[Opening Data for analysis section]

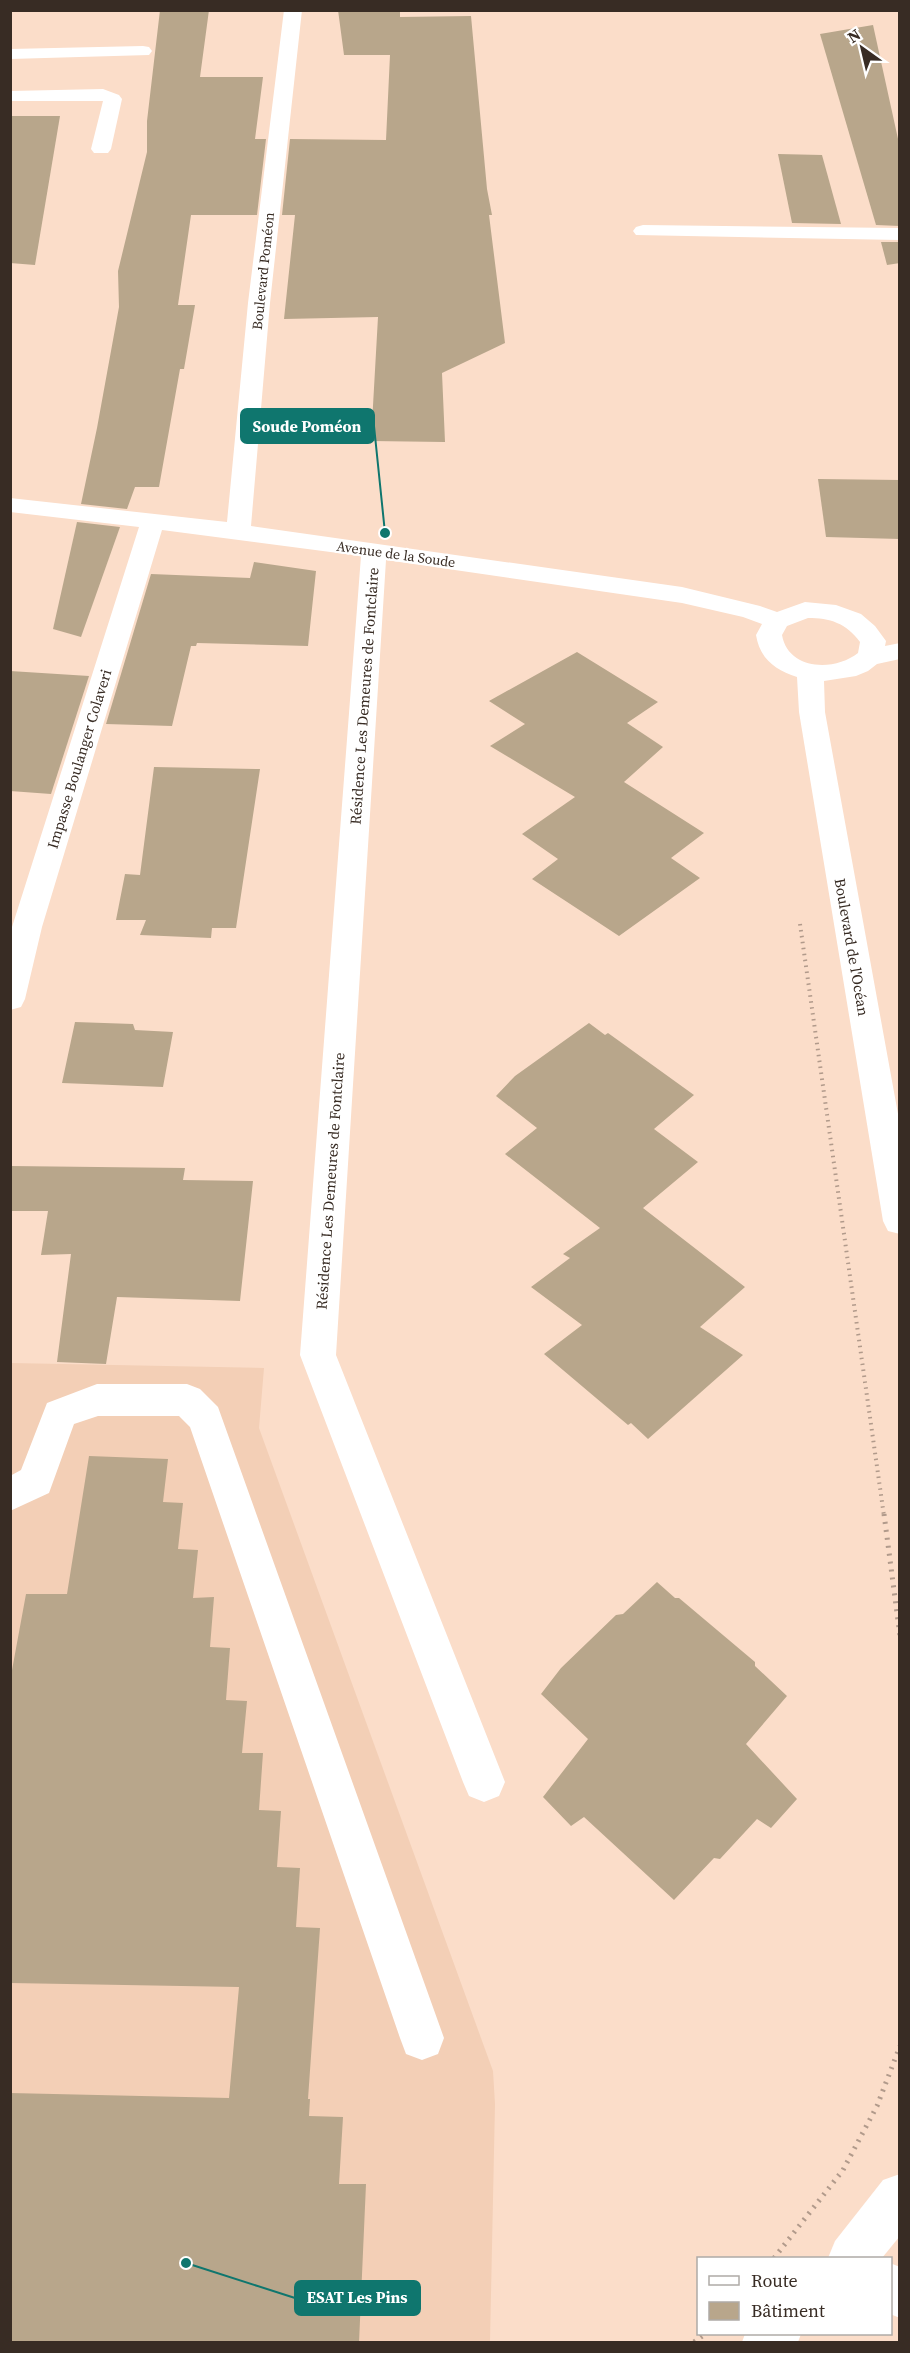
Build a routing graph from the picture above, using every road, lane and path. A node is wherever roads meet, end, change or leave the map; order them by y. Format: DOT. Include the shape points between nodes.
graph roads {
  1 [pos="293,10"];
  2 [pos="143,51"];
  3 [pos="10,54"];
  4 [pos="10,96"];
  5 [pos="101,149"];
  6 [pos="643,231"];
  7 [pos="900,234"];
  8 [pos="10,505"];
  9 [pos="153,521"];
  10 [pos="238,531"];
  11 [pos="374,550"];
  12 [pos="777,621"];
  13 [pos="862,625"];
  14 [pos="900,637"];
  15 [pos="900,651"];
  16 [pos="870,657"];
  17 [pos="810,672"];
  18 [pos="800,923"];
  19 [pos="10,999"];
  20 [pos="900,1221"];
  21 [pos="10,1495"];
  22 [pos="900,1635"];
  23 [pos="484,1782"];
  24 [pos="422,2038"];
  25 [pos="900,2046"];
  26 [pos="900,2197"];
  27 [pos="776,2257"];
  28 [pos="855,2257"];
  1 -- 10 [label="street, Boulevard Poméon" via="259,303"];
  2 -- 3 [label="street"];
  4 -- 5 [label="street" via="103,94 113,99"];
  6 -- 7 [label="street"];
  8 -- 9 [label="street, Avenue de la Soude"];
  9 -- 10 [label="street, Avenue de la Soude"];
  9 -- 19 [label="street, Impasse Boulanger Colaveri" via="27,927"];
  10 -- 11 [label="street, Avenue de la Soude"];
  11 -- 12 [label="street, Avenue de la Soude" via="705,599"];
  11 -- 23 [label="street, Résidence Les Demeures de Fontclaire" via="318,1355"];
  12 -- 13 [label="street" via="805,610 822,610"];
  12 -- 17 [label="street" via="769,635 772,650 788,664"];
  13 -- 14 [label="street"];
  13 -- 16 [label="street" via="873,640"];
  15 -- 16 [label="street"];
  16 -- 17 [label="street" via="856,668 835,673"];
  17 -- 20 [label="street, Boulevard de l'Océan" via="812,712"];
  18 -- 22 [label="path"];
  21 -- 24 [label="street" via="36,1481 60,1414 97,1400 187,1400 206,1418"];
  25 -- 27 [label="path" via="877,2106 843,2170"];
  26 -- 28 [label="street"];
}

[Closing Data for analysis section]

*Exercise directions:*
The listing above must be printed again exactly, minus its pictures.

*Task answer:*
Build a routing graph from the picture above, using every road, lane and path. A node is wherever roads meet, end, change or leave the map; order them by y. Format: DOT. Include the shape points between nodes.
graph roads {
  1 [pos="293,10"];
  2 [pos="143,51"];
  3 [pos="10,54"];
  4 [pos="10,96"];
  5 [pos="101,149"];
  6 [pos="643,231"];
  7 [pos="900,234"];
  8 [pos="10,505"];
  9 [pos="153,521"];
  10 [pos="238,531"];
  11 [pos="374,550"];
  12 [pos="777,621"];
  13 [pos="862,625"];
  14 [pos="900,637"];
  15 [pos="900,651"];
  16 [pos="870,657"];
  17 [pos="810,672"];
  18 [pos="800,923"];
  19 [pos="10,999"];
  20 [pos="900,1221"];
  21 [pos="10,1495"];
  22 [pos="900,1635"];
  23 [pos="484,1782"];
  24 [pos="422,2038"];
  25 [pos="900,2046"];
  26 [pos="900,2197"];
  27 [pos="776,2257"];
  28 [pos="855,2257"];
  1 -- 10 [label="street, Boulevard Poméon" via="259,303"];
  2 -- 3 [label="street"];
  4 -- 5 [label="street" via="103,94 113,99"];
  6 -- 7 [label="street"];
  8 -- 9 [label="street, Avenue de la Soude"];
  9 -- 10 [label="street, Avenue de la Soude"];
  9 -- 19 [label="street, Impasse Boulanger Colaveri" via="27,927"];
  10 -- 11 [label="street, Avenue de la Soude"];
  11 -- 12 [label="street, Avenue de la Soude" via="705,599"];
  11 -- 23 [label="street, Résidence Les Demeures de Fontclaire" via="318,1355"];
  12 -- 13 [label="street" via="805,610 822,610"];
  12 -- 17 [label="street" via="769,635 772,650 788,664"];
  13 -- 14 [label="street"];
  13 -- 16 [label="street" via="873,640"];
  15 -- 16 [label="street"];
  16 -- 17 [label="street" via="856,668 835,673"];
  17 -- 20 [label="street, Boulevard de l'Océan" via="812,712"];
  18 -- 22 [label="path"];
  21 -- 24 [label="street" via="36,1481 60,1414 97,1400 187,1400 206,1418"];
  25 -- 27 [label="path" via="877,2106 843,2170"];
  26 -- 28 [label="street"];
}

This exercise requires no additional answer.